This project focuses on performing clustering analysis on the Spotify Million Dataset, which contains song names, artist names, links to the songs, and lyrics. The dataset can be utilized for song recommendations, song classification, and clustering of songs based on their features.
The Spotify Million Dataset was obtained from Kaggle using the Kaggle API. The dataset is stored in a zip file named spotify_millsongdata.csv.zip
. To extract the dataset, the following code was used:
from zipfile import ZipFile
with ZipFile('data/spotify_millsongdata.csv.zip', mode='r') as zip_file:
zip_file.extractall('data/')
Text preprocessing is a crucial step before applying the KMeans clustering algorithm. The provided code demonstrates a simple helper function, preprocess_text()
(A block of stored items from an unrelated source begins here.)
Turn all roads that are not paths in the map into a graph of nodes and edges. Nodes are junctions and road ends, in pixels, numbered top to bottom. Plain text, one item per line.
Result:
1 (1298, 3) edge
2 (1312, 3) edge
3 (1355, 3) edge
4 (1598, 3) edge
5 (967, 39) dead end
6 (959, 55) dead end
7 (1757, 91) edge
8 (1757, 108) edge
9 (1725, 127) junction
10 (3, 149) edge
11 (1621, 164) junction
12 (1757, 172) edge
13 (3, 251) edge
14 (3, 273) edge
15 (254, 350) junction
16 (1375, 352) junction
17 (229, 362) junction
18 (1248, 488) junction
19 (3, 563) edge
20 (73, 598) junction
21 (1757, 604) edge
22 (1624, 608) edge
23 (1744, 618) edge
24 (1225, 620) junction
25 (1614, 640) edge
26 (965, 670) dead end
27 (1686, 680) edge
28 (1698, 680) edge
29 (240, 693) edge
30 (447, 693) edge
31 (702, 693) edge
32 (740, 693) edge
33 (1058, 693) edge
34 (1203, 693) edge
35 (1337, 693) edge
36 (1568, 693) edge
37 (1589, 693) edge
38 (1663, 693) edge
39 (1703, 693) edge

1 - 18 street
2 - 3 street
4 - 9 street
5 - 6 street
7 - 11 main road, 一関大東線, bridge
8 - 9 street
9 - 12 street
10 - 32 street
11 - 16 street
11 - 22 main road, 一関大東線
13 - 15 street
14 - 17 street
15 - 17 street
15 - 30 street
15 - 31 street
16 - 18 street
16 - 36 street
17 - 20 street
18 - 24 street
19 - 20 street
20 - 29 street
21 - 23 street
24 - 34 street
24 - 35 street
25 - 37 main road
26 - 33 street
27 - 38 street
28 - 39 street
, that converts the text into numerical features suitable for input to the KMeans algorithm. The preprocessing steps include:
- Removing stopwords and converting the text to lowercase.
- Applying stemming or lemmatization to reduce words to their root form.
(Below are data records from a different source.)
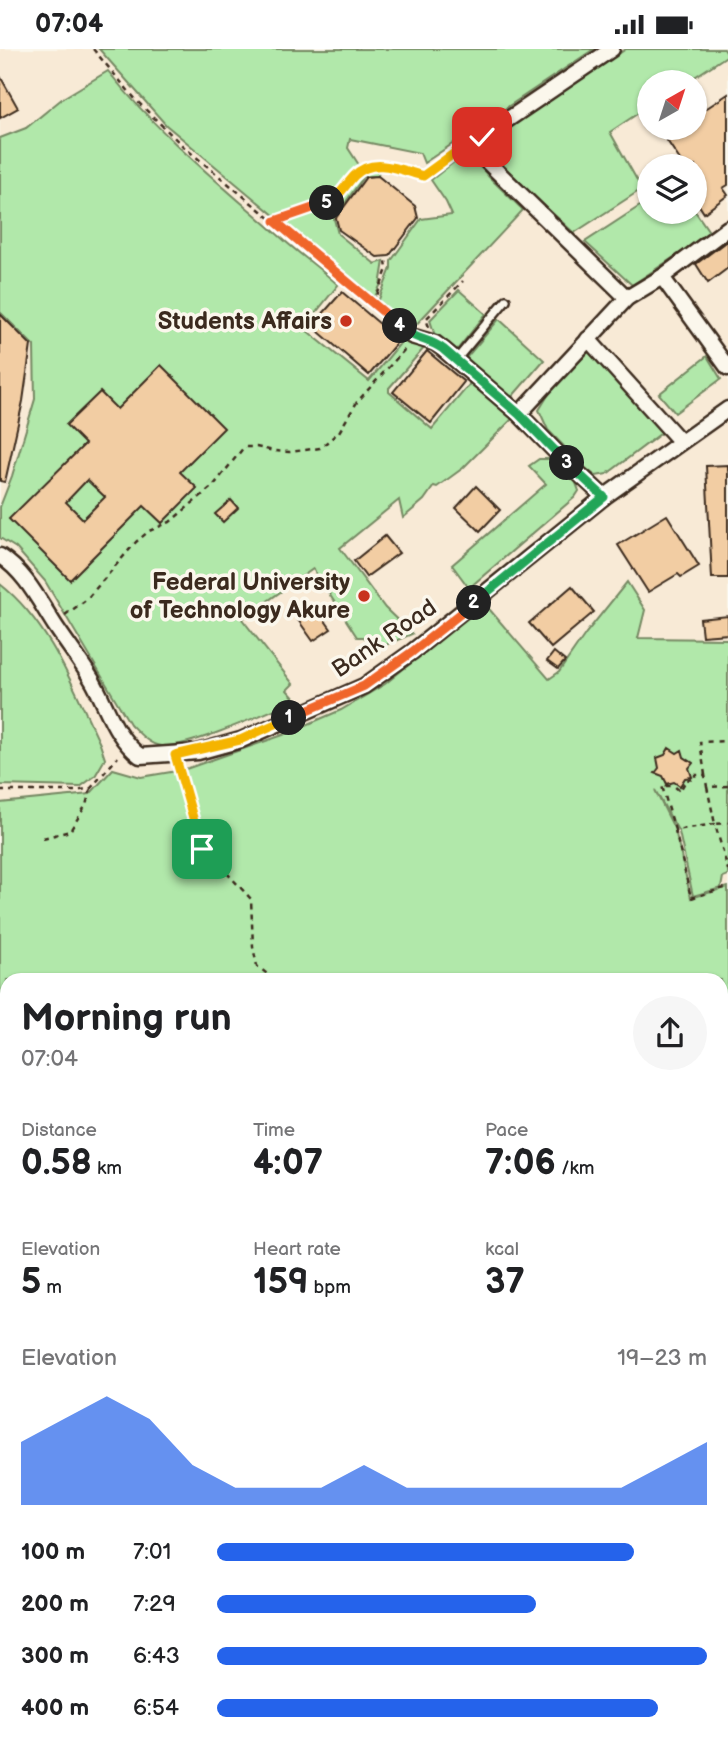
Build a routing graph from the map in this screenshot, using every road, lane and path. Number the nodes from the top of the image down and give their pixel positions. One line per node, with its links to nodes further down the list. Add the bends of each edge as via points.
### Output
1 (93, 49): 4 (path, via 184,148)
2 (612, 49): 3 (street)
3 (470, 145): 4 (path, via 423,176 389,166 368,166 328,203); 9 (street)
4 (275, 221): 11 (path)
5 (728, 228): 7 (street)
6 (386, 261): 11 (path)
7 (662, 277): 9 (street); 16 (street)
8 (463, 281): 14 (path, via 426,319)
9 (627, 298): 13 (street)
10 (506, 300): 15 (lane)
11 (374, 305): 12 (path)
12 (415, 338): 14 (street); 22 (path, via 356,402 339,432 320,448 290,452 244,447 214,485 170,522 136,541 86,600)
13 (588, 339): 18 (street); 19 (street)
14 (435, 343): 15 (street)
15 (456, 360): 18 (street)
16 (728, 368)
17 (728, 409): 19 (street, Bank Road)
18 (519, 414): 20 (street)
19 (681, 442): 20 (street, Bank Road)
20 (604, 497): 25 (street, Bank Road, via 364,686 240,740)
21 (0, 556): 22 (street, via 13,564)
22 (53, 623): 24 (street, via 93,681)
23 (728, 741): 26 (path, via 700,742)
24 (126, 745): 25 (street, Bank Road, via 140,756); 29 (path)
25 (174, 755): 37 (path, via 206,859 251,899 253,947 257,966)
26 (705, 775): 28 (path); 33 (path, via 686,780 680,791 662,786)
27 (728, 786): 28 (path)
28 (707, 787): 32 (path)
29 (91, 789): 30 (path); 34 (path, via 69,831)
30 (0, 791)
31 (728, 823): 32 (path)
32 (715, 824): 33 (path); 35 (path)
33 (675, 829): 36 (path, via 691,898)
34 (43, 838)
35 (728, 870)
36 (728, 887)
37 (266, 973)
- Employing the CountVectorizer module from the sklearn library to create a bag-of-words representation.
- Utilizing the TF-IDF (Term Frequency-Inverse Document Frequency) transformer to weigh the importance of words in the dataset.
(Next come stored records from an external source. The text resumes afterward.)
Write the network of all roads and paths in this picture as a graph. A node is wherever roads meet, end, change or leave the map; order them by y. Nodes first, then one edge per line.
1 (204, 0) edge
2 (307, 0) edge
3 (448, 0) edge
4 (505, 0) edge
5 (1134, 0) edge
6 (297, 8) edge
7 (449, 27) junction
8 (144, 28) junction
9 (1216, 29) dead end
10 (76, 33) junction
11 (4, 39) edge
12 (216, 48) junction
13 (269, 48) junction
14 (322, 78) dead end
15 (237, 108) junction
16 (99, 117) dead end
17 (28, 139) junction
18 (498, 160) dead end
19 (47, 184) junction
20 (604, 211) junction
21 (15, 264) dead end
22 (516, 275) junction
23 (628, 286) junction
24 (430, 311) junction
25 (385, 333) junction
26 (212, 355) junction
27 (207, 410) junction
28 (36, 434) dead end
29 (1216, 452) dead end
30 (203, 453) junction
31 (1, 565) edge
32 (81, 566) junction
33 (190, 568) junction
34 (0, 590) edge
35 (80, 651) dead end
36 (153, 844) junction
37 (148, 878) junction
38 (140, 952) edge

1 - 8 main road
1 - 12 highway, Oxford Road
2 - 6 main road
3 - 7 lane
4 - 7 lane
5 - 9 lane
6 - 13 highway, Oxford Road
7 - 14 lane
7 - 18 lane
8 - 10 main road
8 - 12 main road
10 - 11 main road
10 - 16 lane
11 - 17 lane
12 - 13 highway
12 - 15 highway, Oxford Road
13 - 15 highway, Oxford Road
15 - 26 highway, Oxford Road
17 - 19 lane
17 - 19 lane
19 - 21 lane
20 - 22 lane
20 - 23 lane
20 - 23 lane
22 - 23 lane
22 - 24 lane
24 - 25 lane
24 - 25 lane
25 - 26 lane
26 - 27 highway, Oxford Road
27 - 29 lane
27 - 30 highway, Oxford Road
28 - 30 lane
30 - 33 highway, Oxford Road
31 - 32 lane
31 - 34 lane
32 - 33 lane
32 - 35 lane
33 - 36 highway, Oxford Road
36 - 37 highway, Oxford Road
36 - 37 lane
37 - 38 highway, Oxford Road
- Applying dimensionality reduction techniques such as SparsePCA and scaling using StandardScaler.
After text preprocessing, the K-means clustering algorithm is applied to the transformed data. The following evaluation techniques are employed:
- Elbow Method: Used to determine the optimal number of clusters by analyzing the inertia (within-cluster sum of squares) for different values of k.
- Silhouette Analysis: A graphical tool to measure how tightly grouped the samples within each cluster are. The silhouette score ranges from -1 to 1, where higher values indicate better-defined clusters.
To determine the most representative words in each cluster, word clouds are generated for each cluster sample. Word clouds provide visual representations of frequently occurring words, offering insights into the characteristics of each cluster.
In this project, the K-means clustering algorithm is applied to the Spotify Million Dataset for the clustering analysis of songs. The text data is preprocessed to transform it into numerical features suitable for clustering. The optimal number of clusters is determined using the elbow method, and the tightness of the clusters is assessed using silhouette analysis. Finally, word clouds are generated to identify the most representative words in each cluster.
Medium Article - Unraveling Spotify’s Music Universe: A Clustering Analysis Approach
Potential future enhancements for this project include:
- Exploring different clustering algorithms and comparing their performance.
- Incorporating additional features such as song metadata or audio features for a more comprehensive clustering analysis.
- Developing a song recommendation system based on the clustering results.
By continuously refining the clustering algorithms and incorporating additional features, this project aims to improve song recommendations, and genre classification, and provide valuable insights into the Spotify music dataset.